Thieves steal mausoleum doors from cemeteries across Philadelphia, Delaware, Bucks and Montgomery counties - 6abc Philadelphia

Thieves hit seven cemeteries in Philadelphia and surrounding suburbs:

  • Saints Peter & Paul Cemetery in Marple Township
  • Montefiore Cemetery in Jenkintown
  • Forest Hills Cemetery in Huntingdon Valley
  • North Cedar Hill Cemetery in Philadelphia
  • Mt. Sharon Cemetery in Springfield
  • Roosevelt Memorial Park in Trevose
  • Oakland Cemetery in Philadelphia

Over the years, I’ve warned cemetery managers about this and suggested they install video cameras aimed at mausoleums that are not in clear view of the public roads. Locked gates and fencing does not deter these thieves. Doors have been stolen from mausoleums in Philadelphia’s Mount Vernon Cemetery and Laurel Hill Cemetery. Both have locked gates and intact fencing. The doors had to be removed, carried across the cemetery grounds, lifted over the fence, and loaded onto a truck.

What some cemeteries have done is cover mausoleum doors with plywood or wall up the opening with cinder blocks. This takes away from the aesthetic, of course, and obstructs your view of the stained glass windows, which can usually be seen through a door with decorative openings. But maybe that’s a good thing. Thieves steal the windows too - there is a black market for those, especially Tiffany windows. 

In the case of thieves involved in the 2014 thefts from Holy Cross Cemetery in Yeadon, PA (suburb of Philadelphia) noted below, they were caught selling the bronze bars that protect the stained glass windows, in addition to the mausoleum doors.

In that particular situation reported by the Delco Times, police obtained video surveillance recordings from a scrap yard showing the thieves with the bronze doors and bars. Scrap dealers can also get into trouble with the law for buying such objects. The thieves in this case were actually employees of Holy Cross Cemetery! They had stolen doors from three of its mausoleums - an inside job.

After thefts, some cemeteries board up the mausoleum entrance and windows, but some even do this to PROTECT the doors and windows to PREVENT theft. It looks like Atlantic City Cemetery installed new replacement doors on many of its mausoleums (I don’t understand the red Mylar or Plexiglas cover, which has been installed on many mausoleums in the cemetery). And who pays for this - either the preventive work or the repair/replacement? Probably the family owning the mausoleum. I cannot imagine the cemetery itself would foot the bill – unless they have some sort of insurance. Plus, how do you replace antique doors and windows? Guess what? You can’t. When doors are cut up for scrap, that’s the end of that. Toast can’t ever be bread again.
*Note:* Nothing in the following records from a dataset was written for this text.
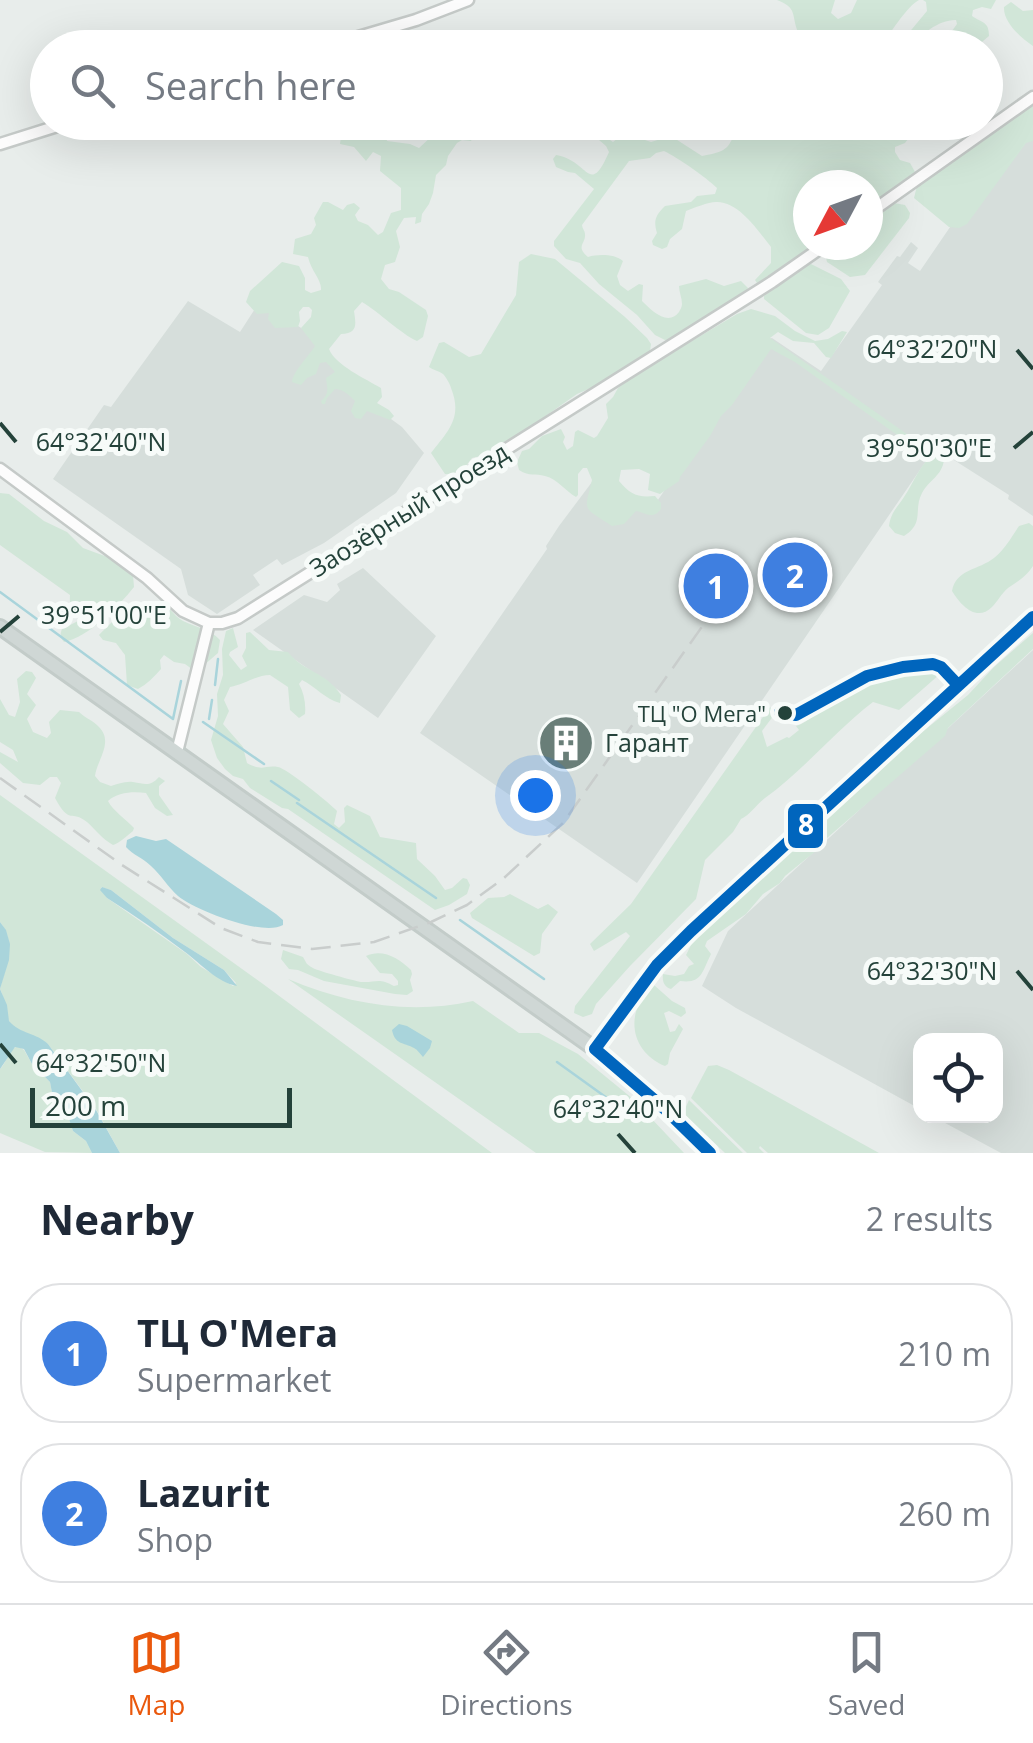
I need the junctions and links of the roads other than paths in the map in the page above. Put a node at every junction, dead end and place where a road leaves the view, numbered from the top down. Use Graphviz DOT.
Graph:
graph roads {
  1 [pos="468,0"];
  2 [pos="382,30"];
  3 [pos="1033,97"];
  4 [pos="1003,118"];
  5 [pos="30,135"];
  6 [pos="972,140"];
  7 [pos="0,144"];
  8 [pos="883,203"];
  9 [pos="804,260"];
  10 [pos="0,469"];
  11 [pos="1033,617"];
  12 [pos="209,623"];
  13 [pos="0,627"];
  14 [pos="176,752"];
  15 [pos="595,1049"];
  16 [pos="710,1153"];
  1 -- 2 [label="street"];
  3 -- 4 [label="street"];
  5 -- 7 [label="street"];
  6 -- 8 [label="street"];
  9 -- 12 [label="street, Заозёрный проезд"];
  10 -- 12 [label="street"];
  11 -- 15 [label="street"];
  12 -- 14 [label="street"];
  13 -- 14 [label="main road"];
  14 -- 15 [label="main road"];
  15 -- 16 [label="main road"];
}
If you’re a descendant of a wealthy family that owns a mausoleum, can you buy mausoleum owner’s insurance, like homeowners’ insurance? Turns out you CAN, as you see here from Trusted Choice Insurance company. But my guess is that if people living in a flood plain rarely buy flood insurance, then not many people own mausoleum insurance.

Though the U.S. economy is currently in a wild downturn, metal theft in cemeteries is not a recent phenomenon. About ten years ago, workers at Laurel Hill Cemetery had to do some restoration work on a mausoleum whose doorway was cemented closed with cinder blocks. Once the workers broke through the cinder block wall, they were surprised to find that the bronze doors were INSIDE, leaning against a wall! My guess is that someone did this decades ago for safekeeping. These mausolea may have stood the test of time, but now they seem vulnerable to crime. They've existed, impervious, like small castles for a hundred years, but now we find ourselves on the wrong side of their history. 

Older Victorian-era cemeteries barely have enough money to cut the grass, let alone hire a 24/7 security force. I wish there were a silver lining here, a simple solution, or an upbeat way to end this piece. It will have to stand as a cautionary tale, unfortunately. If the situation pisses you off, I second that emotion. Hopefully, someone will develop the successful long game.